Information shown
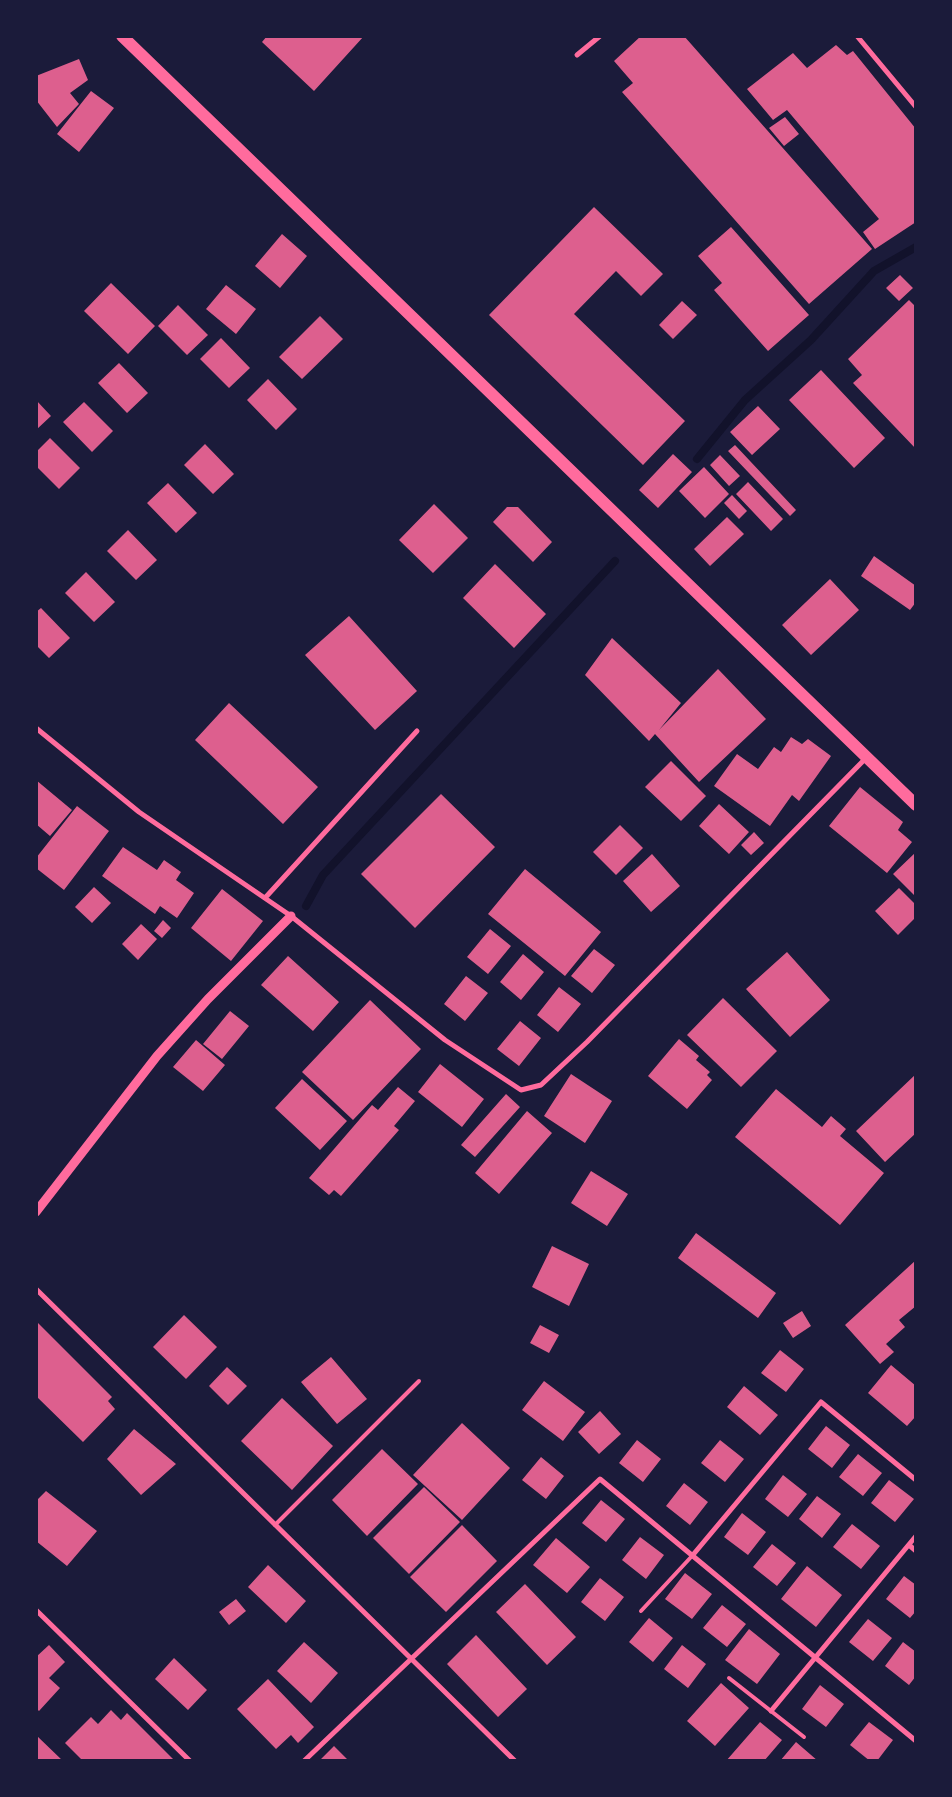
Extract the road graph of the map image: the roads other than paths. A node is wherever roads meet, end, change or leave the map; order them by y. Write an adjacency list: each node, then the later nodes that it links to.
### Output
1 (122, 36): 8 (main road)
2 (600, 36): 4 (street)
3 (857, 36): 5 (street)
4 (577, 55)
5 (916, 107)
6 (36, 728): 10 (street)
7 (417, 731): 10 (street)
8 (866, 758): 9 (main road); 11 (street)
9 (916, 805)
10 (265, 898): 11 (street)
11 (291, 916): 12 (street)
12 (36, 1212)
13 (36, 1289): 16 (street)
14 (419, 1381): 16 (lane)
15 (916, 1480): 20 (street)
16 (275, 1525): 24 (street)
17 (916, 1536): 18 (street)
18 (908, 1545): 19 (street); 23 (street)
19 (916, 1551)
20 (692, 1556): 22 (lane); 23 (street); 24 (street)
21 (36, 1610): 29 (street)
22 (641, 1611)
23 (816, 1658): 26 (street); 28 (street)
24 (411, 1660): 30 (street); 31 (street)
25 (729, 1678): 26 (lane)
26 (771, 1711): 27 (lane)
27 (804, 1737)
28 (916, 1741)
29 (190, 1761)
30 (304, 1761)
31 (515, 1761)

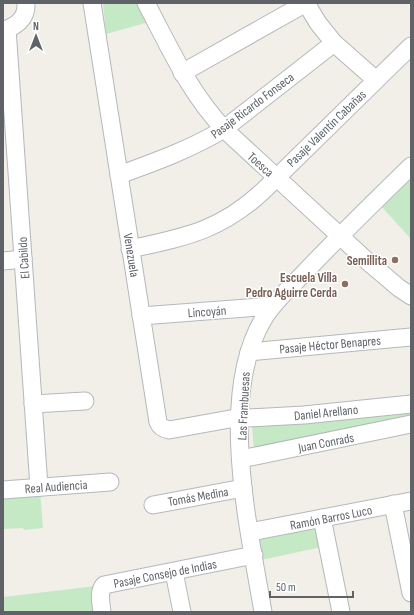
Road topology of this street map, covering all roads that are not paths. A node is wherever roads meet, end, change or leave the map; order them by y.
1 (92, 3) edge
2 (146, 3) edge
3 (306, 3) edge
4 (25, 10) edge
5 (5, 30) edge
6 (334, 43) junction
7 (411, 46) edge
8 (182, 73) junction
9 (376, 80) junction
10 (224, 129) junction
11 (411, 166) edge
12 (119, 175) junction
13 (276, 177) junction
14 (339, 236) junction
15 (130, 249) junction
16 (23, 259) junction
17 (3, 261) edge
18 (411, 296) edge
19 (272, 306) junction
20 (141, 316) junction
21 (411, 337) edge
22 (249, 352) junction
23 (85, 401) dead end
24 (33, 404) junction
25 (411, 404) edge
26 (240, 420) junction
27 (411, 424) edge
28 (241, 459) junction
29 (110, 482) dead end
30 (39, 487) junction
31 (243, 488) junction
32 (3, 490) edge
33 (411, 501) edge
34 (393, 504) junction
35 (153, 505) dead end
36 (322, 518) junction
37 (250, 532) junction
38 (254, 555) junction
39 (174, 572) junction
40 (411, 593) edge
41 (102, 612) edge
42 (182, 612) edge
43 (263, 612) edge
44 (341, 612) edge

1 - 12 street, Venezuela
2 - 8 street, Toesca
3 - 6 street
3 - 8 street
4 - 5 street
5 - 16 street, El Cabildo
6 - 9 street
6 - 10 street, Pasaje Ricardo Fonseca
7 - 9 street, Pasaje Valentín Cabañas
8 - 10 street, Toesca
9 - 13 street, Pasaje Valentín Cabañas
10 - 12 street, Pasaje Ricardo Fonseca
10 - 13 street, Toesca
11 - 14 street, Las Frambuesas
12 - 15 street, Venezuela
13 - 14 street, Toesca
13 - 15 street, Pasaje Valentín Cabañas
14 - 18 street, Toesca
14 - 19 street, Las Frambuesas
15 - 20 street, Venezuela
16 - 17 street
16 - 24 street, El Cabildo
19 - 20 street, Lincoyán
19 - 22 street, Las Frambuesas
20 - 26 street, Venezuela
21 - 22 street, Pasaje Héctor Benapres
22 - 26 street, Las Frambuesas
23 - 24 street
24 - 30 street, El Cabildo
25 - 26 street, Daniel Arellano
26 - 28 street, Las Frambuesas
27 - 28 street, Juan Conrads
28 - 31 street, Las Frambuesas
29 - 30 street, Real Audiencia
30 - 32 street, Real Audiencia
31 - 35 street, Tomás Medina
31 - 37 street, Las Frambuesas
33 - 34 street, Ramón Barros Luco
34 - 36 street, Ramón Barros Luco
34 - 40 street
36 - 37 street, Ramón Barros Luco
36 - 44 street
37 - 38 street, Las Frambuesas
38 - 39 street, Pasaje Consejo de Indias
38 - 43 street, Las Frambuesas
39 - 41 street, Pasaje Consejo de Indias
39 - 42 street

The problem
Take every line of the material and copy it exactly, leaving out the pictures.

Response below
Extract the road graph of the map image: the roads other than paths. A node is wherever roads meet, end, change or leave the map; order them by y. Write an adjacency list: each node, then the later nodes that it links to.
### Output
1 (122, 36): 8 (main road)
2 (600, 36): 4 (street)
3 (857, 36): 5 (street)
4 (577, 55)
5 (916, 107)
6 (36, 728): 10 (street)
7 (417, 731): 10 (street)
8 (866, 758): 9 (main road); 11 (street)
9 (916, 805)
10 (265, 898): 11 (street)
11 (291, 916): 12 (street)
12 (36, 1212)
13 (36, 1289): 16 (street)
14 (419, 1381): 16 (lane)
15 (916, 1480): 20 (street)
16 (275, 1525): 24 (street)
17 (916, 1536): 18 (street)
18 (908, 1545): 19 (street); 23 (street)
19 (916, 1551)
20 (692, 1556): 22 (lane); 23 (street); 24 (street)
21 (36, 1610): 29 (street)
22 (641, 1611)
23 (816, 1658): 26 (street); 28 (street)
24 (411, 1660): 30 (street); 31 (street)
25 (729, 1678): 26 (lane)
26 (771, 1711): 27 (lane)
27 (804, 1737)
28 (916, 1741)
29 (190, 1761)
30 (304, 1761)
31 (515, 1761)

Road topology of this street map, covering all roads that are not paths. A node is wherever roads meet, end, change or leave the map; order them by y.
1 (92, 3) edge
2 (146, 3) edge
3 (306, 3) edge
4 (25, 10) edge
5 (5, 30) edge
6 (334, 43) junction
7 (411, 46) edge
8 (182, 73) junction
9 (376, 80) junction
10 (224, 129) junction
11 (411, 166) edge
12 (119, 175) junction
13 (276, 177) junction
14 (339, 236) junction
15 (130, 249) junction
16 (23, 259) junction
17 (3, 261) edge
18 (411, 296) edge
19 (272, 306) junction
20 (141, 316) junction
21 (411, 337) edge
22 (249, 352) junction
23 (85, 401) dead end
24 (33, 404) junction
25 (411, 404) edge
26 (240, 420) junction
27 (411, 424) edge
28 (241, 459) junction
29 (110, 482) dead end
30 (39, 487) junction
31 (243, 488) junction
32 (3, 490) edge
33 (411, 501) edge
34 (393, 504) junction
35 (153, 505) dead end
36 (322, 518) junction
37 (250, 532) junction
38 (254, 555) junction
39 (174, 572) junction
40 (411, 593) edge
41 (102, 612) edge
42 (182, 612) edge
43 (263, 612) edge
44 (341, 612) edge

1 - 12 street, Venezuela
2 - 8 street, Toesca
3 - 6 street
3 - 8 street
4 - 5 street
5 - 16 street, El Cabildo
6 - 9 street
6 - 10 street, Pasaje Ricardo Fonseca
7 - 9 street, Pasaje Valentín Cabañas
8 - 10 street, Toesca
9 - 13 street, Pasaje Valentín Cabañas
10 - 12 street, Pasaje Ricardo Fonseca
10 - 13 street, Toesca
11 - 14 street, Las Frambuesas
12 - 15 street, Venezuela
13 - 14 street, Toesca
13 - 15 street, Pasaje Valentín Cabañas
14 - 18 street, Toesca
14 - 19 street, Las Frambuesas
15 - 20 street, Venezuela
16 - 17 street
16 - 24 street, El Cabildo
19 - 20 street, Lincoyán
19 - 22 street, Las Frambuesas
20 - 26 street, Venezuela
21 - 22 street, Pasaje Héctor Benapres
22 - 26 street, Las Frambuesas
23 - 24 street
24 - 30 street, El Cabildo
25 - 26 street, Daniel Arellano
26 - 28 street, Las Frambuesas
27 - 28 street, Juan Conrads
28 - 31 street, Las Frambuesas
29 - 30 street, Real Audiencia
30 - 32 street, Real Audiencia
31 - 35 street, Tomás Medina
31 - 37 street, Las Frambuesas
33 - 34 street, Ramón Barros Luco
34 - 36 street, Ramón Barros Luco
34 - 40 street
36 - 37 street, Ramón Barros Luco
36 - 44 street
37 - 38 street, Las Frambuesas
38 - 39 street, Pasaje Consejo de Indias
38 - 43 street, Las Frambuesas
39 - 41 street, Pasaje Consejo de Indias
39 - 42 street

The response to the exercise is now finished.